- Teams: 10
- Premiers: North Melbourne 2nd premiership
- Minor premiers: Richmond 2nd minor premiership

= 1904 VFA season =

The 1904 Victorian Football Association season was the 28th season of the Australian rules football competition. The premiership was won by the North Melbourne Football Club in controversial circumstances, after minor premiers Richmond forfeited the challenge final in protest at the appointment of umpire. It was North Melbourne's second premiership in a row.

== Ladder ==
The home-and-away season was played over eighteen rounds, with each club playing the others twice; then, the top four clubs contested a finals series under the amended Argus system to determine the premiers for the season.

1904 VFA ladder
| Pos | Team | Pld | W | L | D | PF | PA | Pts |
|---|---|---|---|---|---|---|---|---|
| 1 | Richmond | 18 | 15 | 2 | 1 | 1008 | 583 | 62 |
| 2 | Footscray | 18 | 14 | 3 | 1 | 864 | 547 | 58 |
| 3 | North Melbourne (P) | 18 | 13 | 5 | 0 | 927 | 545 | 52 |
| 4 | Port Melbourne | 18 | 13 | 5 | 0 | 881 | 593 | 52 |
| 5 | West Melbourne | 18 | 10 | 8 | 0 | 835 | 616 | 40 |
| 6 | Williamstown | 18 | 10 | 8 | 0 | 763 | 655 | 40 |
| 7 | Brunswick | 18 | 7 | 11 | 0 | 691 | 1031 | 28 |
| 8 | Prahran | 18 | 4 | 14 | 0 | 778 | 985 | 16 |
| 9 | Essendon Town | 18 | 3 | 15 | 0 | 613 | 925 | 12 |
| 10 | Preston | 18 | 0 | 18 | 0 | 447 | 1327 | 0 |

==Finals series==

=== Final ===
The challenge final for the major premiership was scheduled for Saturday, 1 October at the East Melbourne Cricket Ground.
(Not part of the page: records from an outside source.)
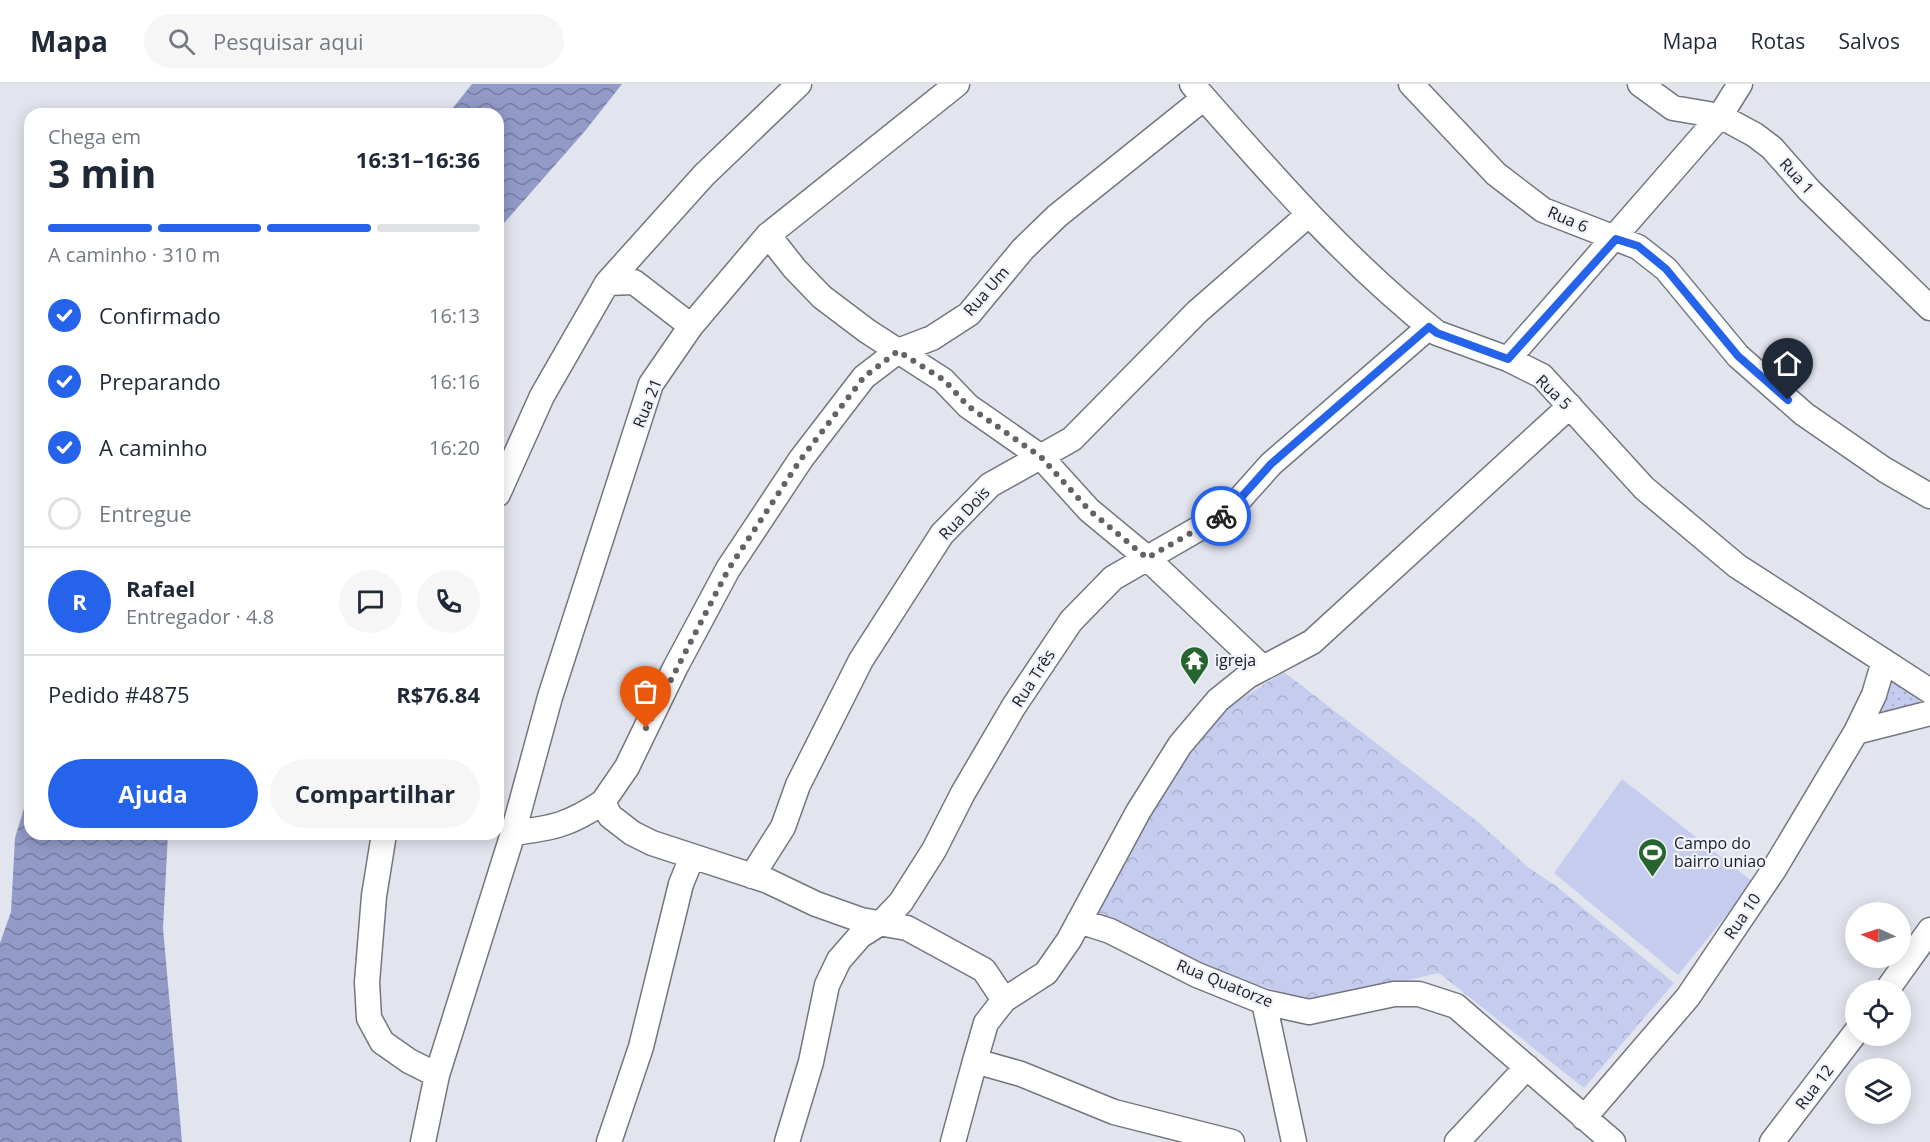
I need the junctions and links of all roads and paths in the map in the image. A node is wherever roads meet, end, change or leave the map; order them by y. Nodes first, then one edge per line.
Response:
1 (799, 84) edge
2 (957, 84) edge
3 (1411, 84) edge
4 (1640, 84) edge
5 (1740, 84) edge
6 (1198, 91) edge
7 (1720, 116) junction
8 (1308, 215) junction
9 (768, 235) junction
10 (1616, 239) junction
11 (607, 283) junction
12 (1930, 309) edge
13 (691, 326) junction
14 (1429, 327) junction
15 (898, 351) junction
16 (1508, 359) junction
17 (1569, 406) junction
18 (1041, 457) junction
19 (504, 481) edge
20 (1930, 496) edge
21 (1147, 558) junction
22 (1884, 661) junction
23 (1263, 668) junction
24 (1930, 691) edge
25 (1930, 713) edge
26 (1856, 732) junction
27 (603, 802) junction
28 (513, 833) junction
29 (383, 840) edge
30 (692, 857) junction
31 (752, 876) junction
32 (1079, 921) junction
33 (882, 922) junction
34 (1930, 930) edge
35 (1894, 980) edge
36 (1004, 1000) junction
37 (1264, 1002) junction
38 (1845, 1046) edge
39 (975, 1061) junction
40 (1527, 1067) junction
41 (437, 1075) junction
42 (1584, 1118) junction
43 (423, 1142) edge
44 (609, 1142) edge
45 (787, 1142) edge
46 (953, 1142) edge
47 (1232, 1142) edge
48 (1294, 1142) edge
49 (1457, 1142) edge
50 (1612, 1142) edge
51 (1772, 1142) edge

1 - 11 street
2 - 9 street, Rua 21
3 - 10 street, Rua 6
4 - 7 street, Rua 1
5 - 7 street
6 - 8 street, Rua 5
6 - 15 street, Rua Um
7 - 10 street
7 - 12 street, Rua 1
8 - 14 street, Rua 5
8 - 18 street, Rua Dois
9 - 13 street, Rua 21
9 - 15 street
10 - 16 street
10 - 20 street, Rua 6
11 - 13 street
11 - 19 street
13 - 28 street, Rua 21
14 - 16 street, Rua 5
14 - 21 street, Rua Três
15 - 18 street
15 - 27 street, Rua Um
16 - 17 street, Rua 5
17 - 22 street, Rua 5
17 - 23 street
18 - 21 street
18 - 31 street, Rua Dois
21 - 23 street
21 - 33 street, Rua Três
22 - 24 street, Rua 5
22 - 26 street, Rua 10
23 - 32 street
25 - 26 street
26 - 42 street, Rua 10
27 - 28 street
27 - 30 street
28 - 41 street, Rua 21
29 - 41 street
30 - 31 street
30 - 44 street
31 - 33 street
32 - 36 street
32 - 37 street, Rua Quatorze
33 - 36 street
33 - 45 street, Rua Três
34 - 35 street
36 - 39 street
37 - 40 street, Rua Quatorze
37 - 48 street
38 - 51 street, Rua 12
39 - 46 street
39 - 47 street
40 - 42 street, Rua Quatorze
40 - 49 street
41 - 43 street, Rua 21
42 - 50 street, Rua Quatorze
However, on Wednesday 27 September, Richmond informed the Association that it would not play the final if Mr Allen was appointed as the umpire. The Association refused to appoint an alternative umpire, so Richmond refused to play; accordingly, the match was scratched and North Melbourne was awarded the premiership.

====Background to Richmond's decision====
Allen was regarded by all of the clubs in the Association, including Richmond, as one of its most competent and unbiased decision-makers, and he was accordingly appointed to umpire in all four finals in 1904; but he had drawn criticism for his poor control over rough play in two of the semi-finals, which ultimately led to Richmond's protest.
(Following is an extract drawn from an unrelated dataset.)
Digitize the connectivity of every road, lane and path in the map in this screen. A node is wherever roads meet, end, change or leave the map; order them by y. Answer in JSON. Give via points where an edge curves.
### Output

Before the third quarter in the semi-final between Richmond and North Melbourne on 10 September, Richmond accused several of the North Melbourne players of wearing iron spikes in their boots, and raised its complaint with Allen. North Melbourne captain Noonan refused to allow Allen to inspect his players' boots, and after a delay of about fifteen minutes, play resumed without North Melbourne's boots having been inspected. Richmond went on to lodge a complaint to the Association against Allen for failing to insist upon the inspection. According to Association secretary Mr T. J. Evans, Allen had inspected the North Melbourne players' boots prior to the team leaving the pavilion, and that Noonan had refused to submit to a second inspection on the grounds that it was only minutes later. Noonan was reprimanded by the Association for the refusal.
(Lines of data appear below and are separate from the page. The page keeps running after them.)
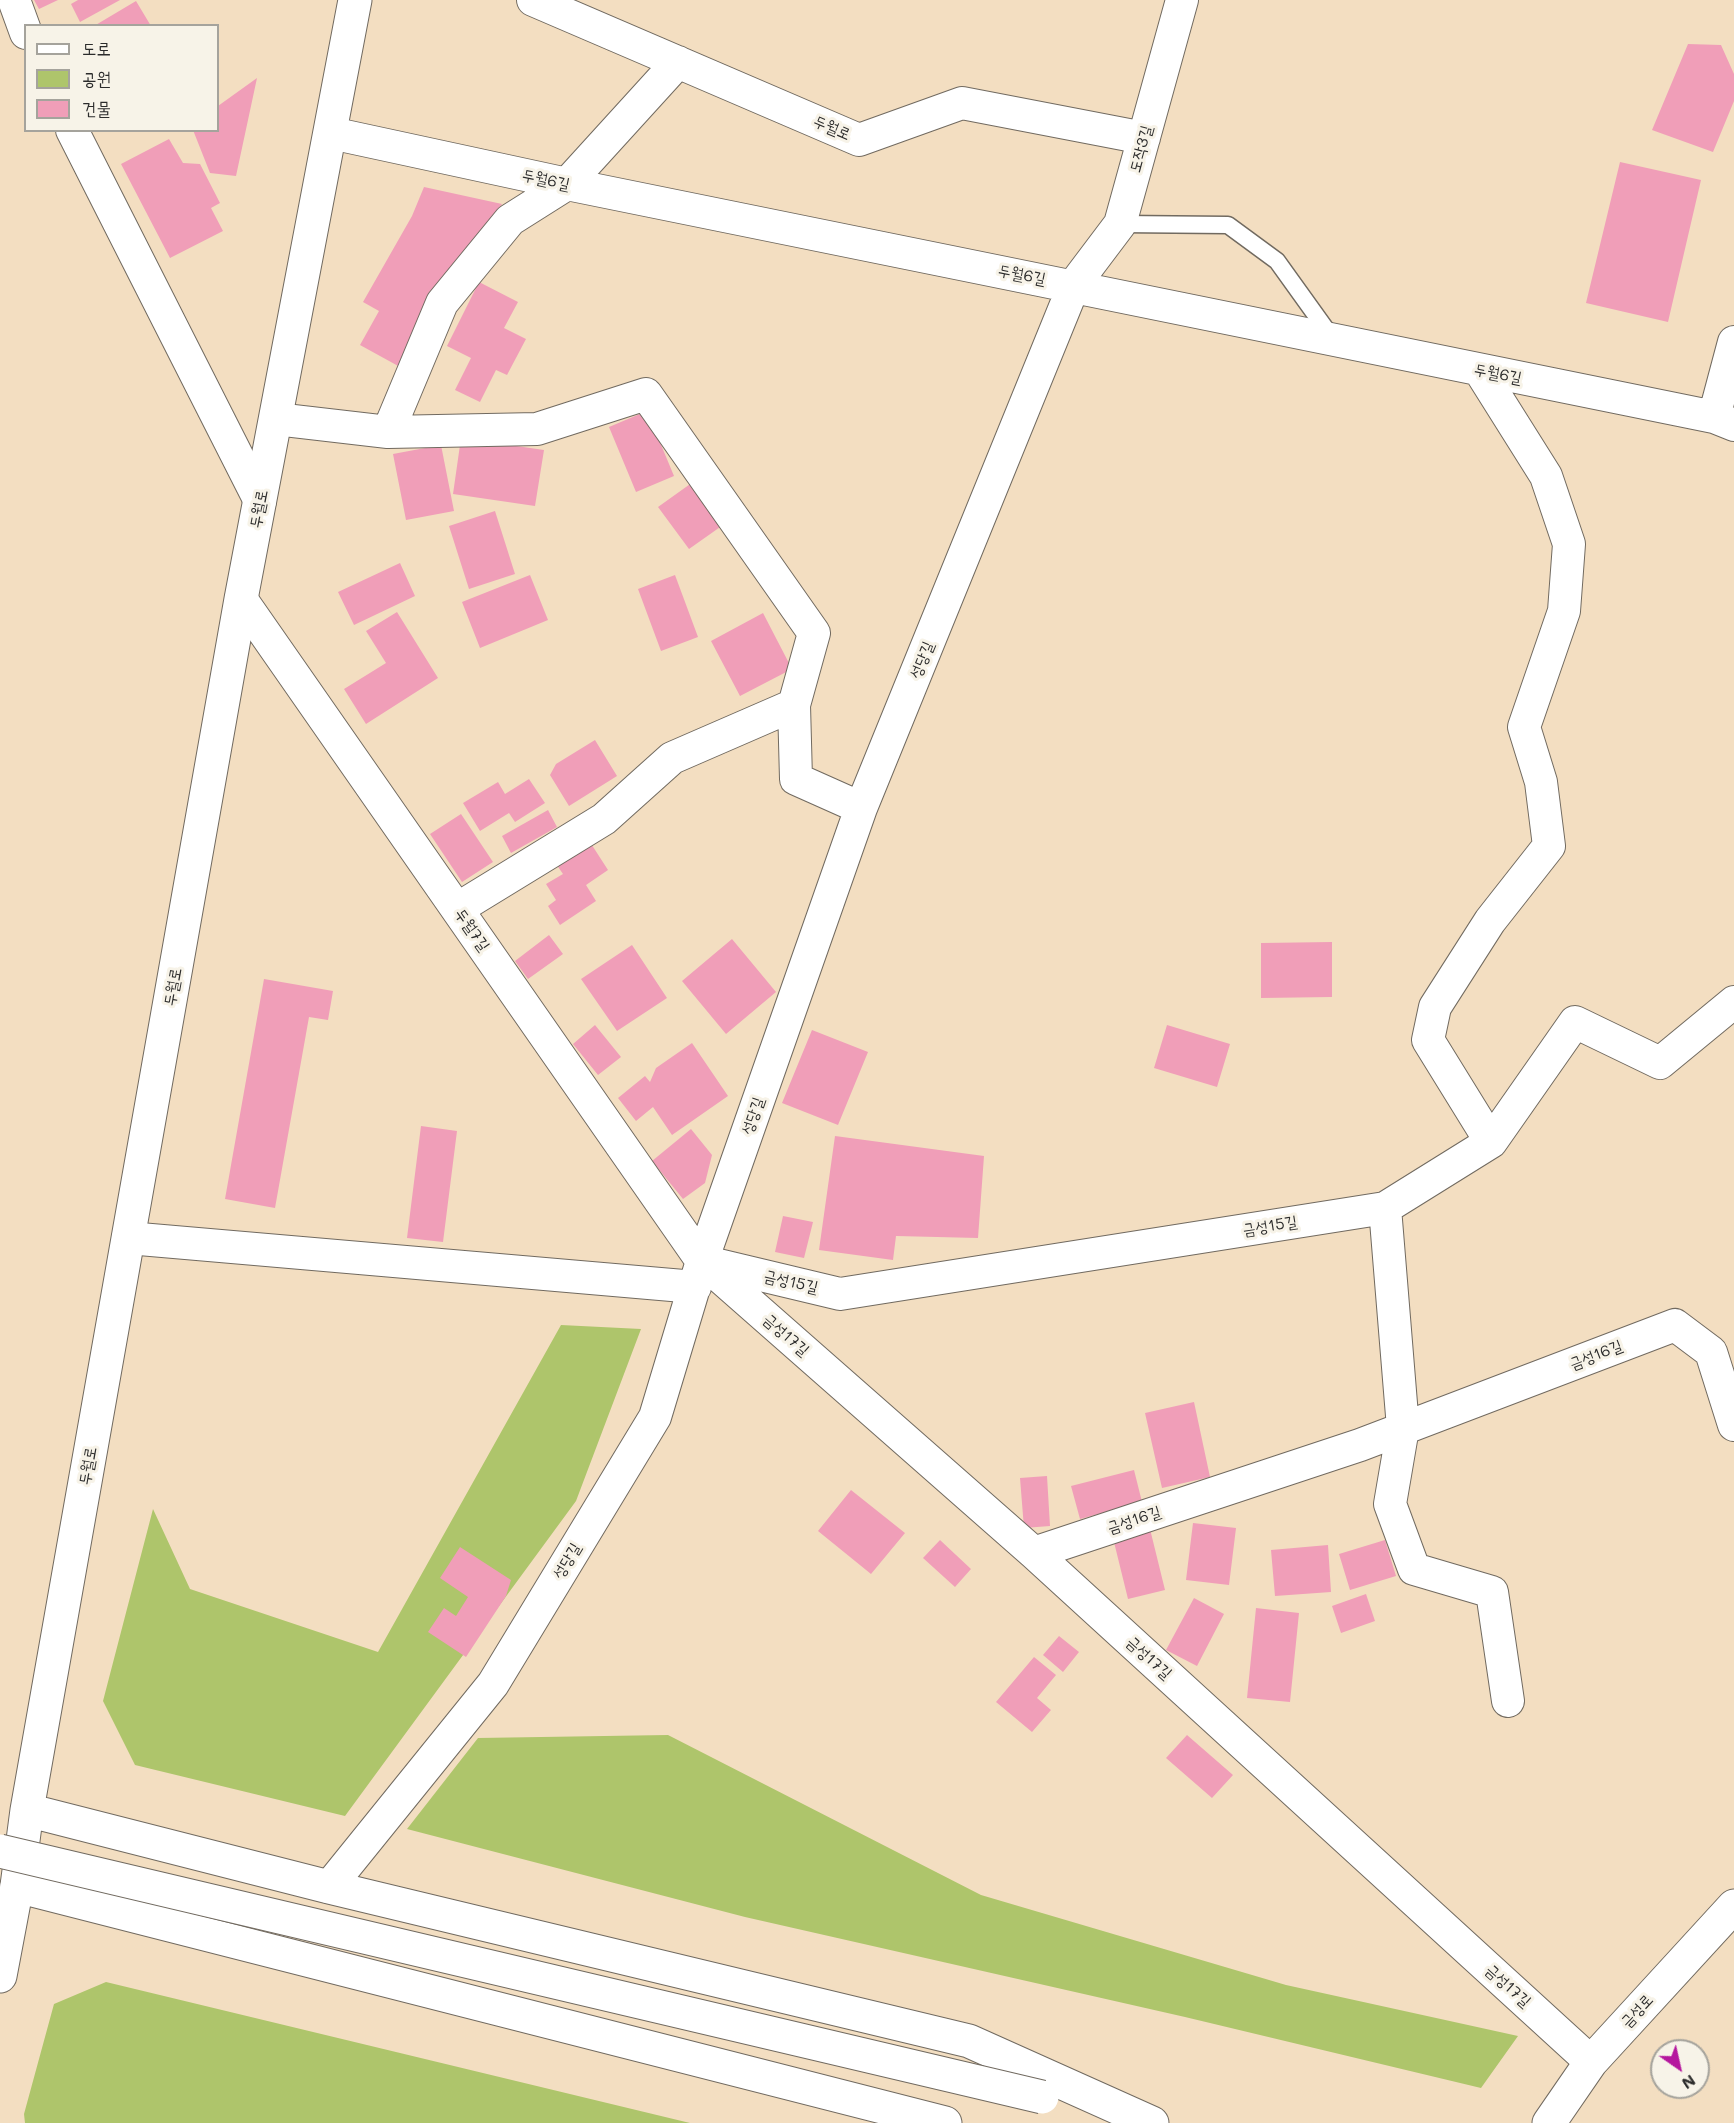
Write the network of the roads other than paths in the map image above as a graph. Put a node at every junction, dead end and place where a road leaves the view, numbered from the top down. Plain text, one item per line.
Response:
1 (14, 0) edge
2 (355, 0) edge
3 (533, 0) edge
4 (1182, 0) edge
5 (24, 28) edge
6 (678, 62) junction
7 (73, 132) edge
8 (331, 133) junction
9 (1144, 138) junction
10 (567, 184) junction
11 (1120, 224) junction
12 (1074, 285) junction
13 (1336, 342) junction
14 (1734, 342) edge
15 (1480, 371) junction
16 (276, 420) junction
17 (1724, 421) edge
18 (388, 432) junction
19 (260, 501) junction
20 (241, 599) junction
21 (794, 705) junction
22 (861, 808) junction
23 (457, 909) junction
24 (1734, 1002) edge
25 (1491, 1142) junction
26 (1385, 1208) junction
27 (128, 1238) junction
28 (698, 1274) junction
29 (1734, 1425) edge
30 (1403, 1428) junction
31 (1034, 1553) junction
32 (1508, 1701) dead end
33 (27, 1810) junction
34 (0, 1851) edge
35 (17, 1886) junction
36 (329, 1887) junction
37 (1734, 1906) edge
38 (0, 1976) edge
39 (1591, 2062) junction
40 (945, 2123) edge
41 (1150, 2123) edge
42 (1549, 2123) edge

1 - 5 street
2 - 8 main road, 두월로
3 - 6 street, 두월로
4 - 9 street, 도작3길
6 - 9 street, 두월로
6 - 10 street
7 - 19 street
8 - 10 street, 두월6길
8 - 16 main road, 두월로
9 - 11 street, 도작3길
10 - 12 street, 두월6길
10 - 18 street
11 - 12 street, 도작3길
11 - 13 lane
12 - 13 street, 두월6길
12 - 22 street, 성당길
13 - 15 street, 두월6길
14 - 17 street
15 - 17 street, 두월6길
15 - 25 street
16 - 18 street
16 - 19 main road, 두월로
18 - 21 street
19 - 20 main road, 두월로
20 - 23 street, 두월7길
20 - 27 main road, 두월로
21 - 22 street
21 - 23 street
22 - 28 street, 성당길
23 - 28 street, 두월7길
24 - 25 street, 금성15길
25 - 26 street, 금성15길
26 - 28 street, 금성15길
26 - 30 street
27 - 28 street, 금성15길
27 - 33 main road, 두월로
28 - 31 street, 금성17길
28 - 36 street, 성당길
29 - 30 street, 금성16길
30 - 31 street, 금성16길
30 - 32 street
31 - 39 street, 금성17길
33 - 35 main road, 두월로
33 - 36 main road
34 - 41 main road, bridge
35 - 38 main road, 두월로
35 - 40 main road
36 - 41 main road
37 - 39 main road, 금성로
39 - 42 main road, 금성로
Allen was formally appointed as umpire for the challenge final on Wednesday, 14 September, with no objections from the Richmond delegate present at the appointment. During the week, Allen personally received a sarcastic letter from Richmond secretary, Geoffrey Peckham-Beachcroft, in which was enclosed a book of rules; this letter was submitted by Allen to an Association general meeting on Saturday 17 September. On Tuesday, 20 September, the Association first received correspondence from Richmond regarding its complaint against Allen's handling of the boot inspection in the semi-final; the letter was dated Tuesday 13 September. On Saturday 26 September, Allen umpired the semi-final between Footscray and North Melbourne, and attracted heavy criticism for keeping poor control over the game, allowing too much rough play, and permitting North Melbourne to engage in persistent time-wasting tactics.

According to Peckham-Beachcroft, the Richmond captain and several of its players had become concerned about Allen's lack of control over the game, so they did not wish to take the field against North Melbourne under those circumstances. As a result, the committee informed the Association on Wednesday 27 September that it would not play the match unless Allen's appointment as umpire were overturned and he be replaced by another candidate. Richmond lobbied the Association to make a new appointment to as late as the evening of Friday 30 September, but the Association refused to do so. This was in large part because there had been no procedural irregularity with Allen's appointment; Richmond had objected to Allen's performances by letter, but the Richmond delegate present at Allen's appointment had raised no objections. Some delegates, most vocally Mr Harris from West Melbourne, were also motivated by ensuring that one club should not be allowed to dictate to the entire Association.

As gate takings from finals were divided amongst the clubs, Richmond's refusal to play had a financial impact felt across all ten clubs. Williamstown, for example, recorded in its 1905 annual general meeting that its bank balance was almost £20 poorer as a direct result of the cancelled final.

This incident remains the only time that an Association team has forfeited a premiership-deciding final. Port Melbourne nearly staged a walk-off during the second quarter of the 1967 Division 1 Grand Final which would have resulted in a forfeit, but in that case the club committee intervened to ensure the team continued to play.